What about life after the GaoKao? Personally speaking, after a term of intense revision, I tend to view my use of time as wasteful compared to how much I can get done when in revision-mode. So, after the burden of the GaoKao, do Chinese students pursue their lives of indefatigable academia into University? Apparently not. From all the Chinese university students I have spoken to, the GaoKao is the hardest thing they probably will ever do. In fact, university is relaxing in comparison. And the system of learning for exams carries on into University education, something students are already used to and comfortable with. For example, one of my language partners studied English as her undergraduate major.

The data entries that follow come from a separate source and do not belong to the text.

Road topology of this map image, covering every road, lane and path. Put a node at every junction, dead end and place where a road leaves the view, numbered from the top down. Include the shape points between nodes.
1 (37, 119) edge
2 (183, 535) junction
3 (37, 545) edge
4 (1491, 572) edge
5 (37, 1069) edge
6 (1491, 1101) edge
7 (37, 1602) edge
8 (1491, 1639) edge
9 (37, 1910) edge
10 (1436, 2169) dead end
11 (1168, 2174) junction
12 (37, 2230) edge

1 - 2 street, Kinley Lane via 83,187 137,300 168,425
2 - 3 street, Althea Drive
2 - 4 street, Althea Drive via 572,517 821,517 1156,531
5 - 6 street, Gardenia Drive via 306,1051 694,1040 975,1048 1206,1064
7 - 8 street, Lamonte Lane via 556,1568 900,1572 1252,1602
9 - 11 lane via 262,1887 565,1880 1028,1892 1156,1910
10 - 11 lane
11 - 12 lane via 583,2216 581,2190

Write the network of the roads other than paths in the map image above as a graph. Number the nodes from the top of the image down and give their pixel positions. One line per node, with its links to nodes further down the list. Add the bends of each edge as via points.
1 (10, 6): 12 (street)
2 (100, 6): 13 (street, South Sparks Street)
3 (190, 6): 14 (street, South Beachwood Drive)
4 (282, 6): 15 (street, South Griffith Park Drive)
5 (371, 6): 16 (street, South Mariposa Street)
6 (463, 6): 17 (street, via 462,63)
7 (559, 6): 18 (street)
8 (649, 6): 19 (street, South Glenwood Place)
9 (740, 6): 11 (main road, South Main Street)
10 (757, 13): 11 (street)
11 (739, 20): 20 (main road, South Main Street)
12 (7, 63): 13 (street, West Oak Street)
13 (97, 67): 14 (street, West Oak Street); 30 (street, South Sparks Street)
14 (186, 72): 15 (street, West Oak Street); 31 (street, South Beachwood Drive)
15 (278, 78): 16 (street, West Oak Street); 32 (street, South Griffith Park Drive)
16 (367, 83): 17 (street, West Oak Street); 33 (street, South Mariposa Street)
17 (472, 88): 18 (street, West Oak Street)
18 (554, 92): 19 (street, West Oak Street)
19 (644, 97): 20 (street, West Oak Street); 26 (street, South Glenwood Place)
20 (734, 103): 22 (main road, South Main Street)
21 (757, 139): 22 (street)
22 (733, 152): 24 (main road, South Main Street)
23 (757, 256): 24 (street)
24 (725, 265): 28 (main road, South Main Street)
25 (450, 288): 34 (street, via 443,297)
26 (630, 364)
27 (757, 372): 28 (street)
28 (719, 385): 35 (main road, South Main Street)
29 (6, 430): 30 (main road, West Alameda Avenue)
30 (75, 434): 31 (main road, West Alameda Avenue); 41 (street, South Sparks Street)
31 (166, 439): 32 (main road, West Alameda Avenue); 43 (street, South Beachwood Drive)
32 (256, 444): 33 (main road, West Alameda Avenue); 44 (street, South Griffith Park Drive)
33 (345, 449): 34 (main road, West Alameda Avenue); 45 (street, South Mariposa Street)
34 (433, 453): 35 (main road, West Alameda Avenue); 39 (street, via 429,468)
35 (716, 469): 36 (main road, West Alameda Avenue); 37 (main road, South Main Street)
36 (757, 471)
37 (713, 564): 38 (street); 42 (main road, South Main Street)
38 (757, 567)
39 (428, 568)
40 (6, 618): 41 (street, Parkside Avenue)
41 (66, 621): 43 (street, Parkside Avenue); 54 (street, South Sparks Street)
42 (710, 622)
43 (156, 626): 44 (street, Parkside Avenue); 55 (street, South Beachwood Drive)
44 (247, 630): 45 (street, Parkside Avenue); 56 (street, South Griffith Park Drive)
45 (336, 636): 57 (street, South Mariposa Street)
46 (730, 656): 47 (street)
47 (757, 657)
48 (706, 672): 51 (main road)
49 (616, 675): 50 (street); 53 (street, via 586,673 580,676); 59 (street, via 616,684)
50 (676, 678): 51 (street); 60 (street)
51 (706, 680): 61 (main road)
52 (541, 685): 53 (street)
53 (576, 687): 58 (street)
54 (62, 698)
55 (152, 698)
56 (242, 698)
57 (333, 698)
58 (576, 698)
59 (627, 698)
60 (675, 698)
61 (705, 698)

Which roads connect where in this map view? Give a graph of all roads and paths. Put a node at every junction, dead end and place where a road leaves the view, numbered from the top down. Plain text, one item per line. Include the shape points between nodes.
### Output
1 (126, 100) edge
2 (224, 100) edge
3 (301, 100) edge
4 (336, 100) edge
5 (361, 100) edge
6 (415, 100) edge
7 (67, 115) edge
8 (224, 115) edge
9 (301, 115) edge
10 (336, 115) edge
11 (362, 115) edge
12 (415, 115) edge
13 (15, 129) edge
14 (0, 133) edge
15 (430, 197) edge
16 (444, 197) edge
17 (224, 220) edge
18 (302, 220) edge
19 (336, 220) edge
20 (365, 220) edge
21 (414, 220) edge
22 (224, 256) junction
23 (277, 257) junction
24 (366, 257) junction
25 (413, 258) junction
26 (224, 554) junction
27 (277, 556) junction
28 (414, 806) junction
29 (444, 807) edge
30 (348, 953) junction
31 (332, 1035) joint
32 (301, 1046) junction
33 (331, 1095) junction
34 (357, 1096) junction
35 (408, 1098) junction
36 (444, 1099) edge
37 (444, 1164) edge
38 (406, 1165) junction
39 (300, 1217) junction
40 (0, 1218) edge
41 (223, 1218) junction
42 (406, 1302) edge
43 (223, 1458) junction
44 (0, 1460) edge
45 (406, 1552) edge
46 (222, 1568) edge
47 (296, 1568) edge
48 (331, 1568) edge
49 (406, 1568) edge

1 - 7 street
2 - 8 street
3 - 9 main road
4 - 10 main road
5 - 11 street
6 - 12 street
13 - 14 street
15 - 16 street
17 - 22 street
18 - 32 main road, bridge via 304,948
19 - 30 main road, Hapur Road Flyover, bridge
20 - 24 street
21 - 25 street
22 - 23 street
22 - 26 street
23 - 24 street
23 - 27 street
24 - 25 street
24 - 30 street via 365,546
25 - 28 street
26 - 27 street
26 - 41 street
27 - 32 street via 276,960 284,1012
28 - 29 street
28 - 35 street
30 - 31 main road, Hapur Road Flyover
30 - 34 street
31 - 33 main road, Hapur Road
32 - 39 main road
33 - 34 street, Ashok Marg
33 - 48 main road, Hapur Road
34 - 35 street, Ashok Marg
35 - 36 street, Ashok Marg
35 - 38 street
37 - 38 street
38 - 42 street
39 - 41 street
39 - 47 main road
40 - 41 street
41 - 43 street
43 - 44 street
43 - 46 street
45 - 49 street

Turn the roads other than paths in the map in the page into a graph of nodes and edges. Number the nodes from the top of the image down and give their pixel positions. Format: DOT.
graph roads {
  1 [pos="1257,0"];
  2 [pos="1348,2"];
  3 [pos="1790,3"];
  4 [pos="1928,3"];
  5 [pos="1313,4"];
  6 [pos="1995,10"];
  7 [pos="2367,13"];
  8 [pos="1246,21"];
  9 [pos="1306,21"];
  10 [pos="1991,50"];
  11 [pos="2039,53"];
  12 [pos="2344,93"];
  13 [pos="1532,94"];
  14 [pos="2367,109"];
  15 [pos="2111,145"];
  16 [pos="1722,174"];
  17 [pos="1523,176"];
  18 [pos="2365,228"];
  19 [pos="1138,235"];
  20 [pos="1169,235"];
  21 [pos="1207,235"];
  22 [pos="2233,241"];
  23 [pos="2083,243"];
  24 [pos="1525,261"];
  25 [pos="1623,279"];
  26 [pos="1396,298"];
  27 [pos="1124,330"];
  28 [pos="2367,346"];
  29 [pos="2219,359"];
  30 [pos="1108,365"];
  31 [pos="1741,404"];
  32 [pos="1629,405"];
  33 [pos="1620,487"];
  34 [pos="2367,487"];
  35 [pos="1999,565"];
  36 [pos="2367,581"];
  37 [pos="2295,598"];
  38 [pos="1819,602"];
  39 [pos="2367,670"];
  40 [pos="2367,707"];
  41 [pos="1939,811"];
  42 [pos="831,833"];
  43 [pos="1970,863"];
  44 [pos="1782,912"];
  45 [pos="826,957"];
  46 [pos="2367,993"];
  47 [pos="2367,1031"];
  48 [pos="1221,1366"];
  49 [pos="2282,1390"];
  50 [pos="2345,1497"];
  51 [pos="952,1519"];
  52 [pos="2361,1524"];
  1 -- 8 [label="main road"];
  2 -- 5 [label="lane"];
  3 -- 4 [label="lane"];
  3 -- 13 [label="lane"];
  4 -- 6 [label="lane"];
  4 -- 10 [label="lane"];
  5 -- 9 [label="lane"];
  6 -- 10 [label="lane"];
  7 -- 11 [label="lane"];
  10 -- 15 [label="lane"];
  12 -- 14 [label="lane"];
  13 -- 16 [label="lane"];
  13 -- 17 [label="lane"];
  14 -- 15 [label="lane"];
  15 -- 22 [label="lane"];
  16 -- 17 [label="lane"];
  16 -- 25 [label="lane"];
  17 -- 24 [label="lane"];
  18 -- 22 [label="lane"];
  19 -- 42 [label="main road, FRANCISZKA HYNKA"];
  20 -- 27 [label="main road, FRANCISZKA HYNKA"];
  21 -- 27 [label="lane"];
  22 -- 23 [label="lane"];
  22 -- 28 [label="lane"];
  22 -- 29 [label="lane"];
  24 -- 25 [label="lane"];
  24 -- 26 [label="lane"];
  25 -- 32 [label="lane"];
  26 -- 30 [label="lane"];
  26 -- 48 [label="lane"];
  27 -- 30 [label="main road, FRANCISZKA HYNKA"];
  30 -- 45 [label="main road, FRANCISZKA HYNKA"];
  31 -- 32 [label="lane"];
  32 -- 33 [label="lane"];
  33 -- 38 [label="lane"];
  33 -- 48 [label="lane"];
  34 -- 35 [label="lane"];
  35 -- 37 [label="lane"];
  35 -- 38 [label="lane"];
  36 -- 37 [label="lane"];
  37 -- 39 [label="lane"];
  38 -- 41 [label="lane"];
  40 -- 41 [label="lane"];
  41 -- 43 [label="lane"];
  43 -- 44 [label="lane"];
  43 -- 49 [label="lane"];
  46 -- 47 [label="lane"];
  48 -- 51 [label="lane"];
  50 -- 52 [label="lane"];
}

Upon hearing this, I wanted to know what she thought of English literature, so I picked literature's most well known figure, Shakespeare, as a point of discussion. She told me she had never actually read any of Shakespeare's works, she had only read commentaries of them recommended by the teacher so the information could be recited back for an exam. I can't think of anything more tragic for an English student. For me, getting to grips with Chinese through its short stories and poems is one of the joys of my degree, there is a joy in reading words for yourself that no commentary can communicate.

Thinking back to that room full of young faces, I can't help but feel sadness when I think of what lies ahead for them. I know no education system is perfect, but I do believe that learning is and can be made fun. Especially where originality and individuality are celebrated, both of which are lacking in the Chinese system that underlines rote learning and removes choice.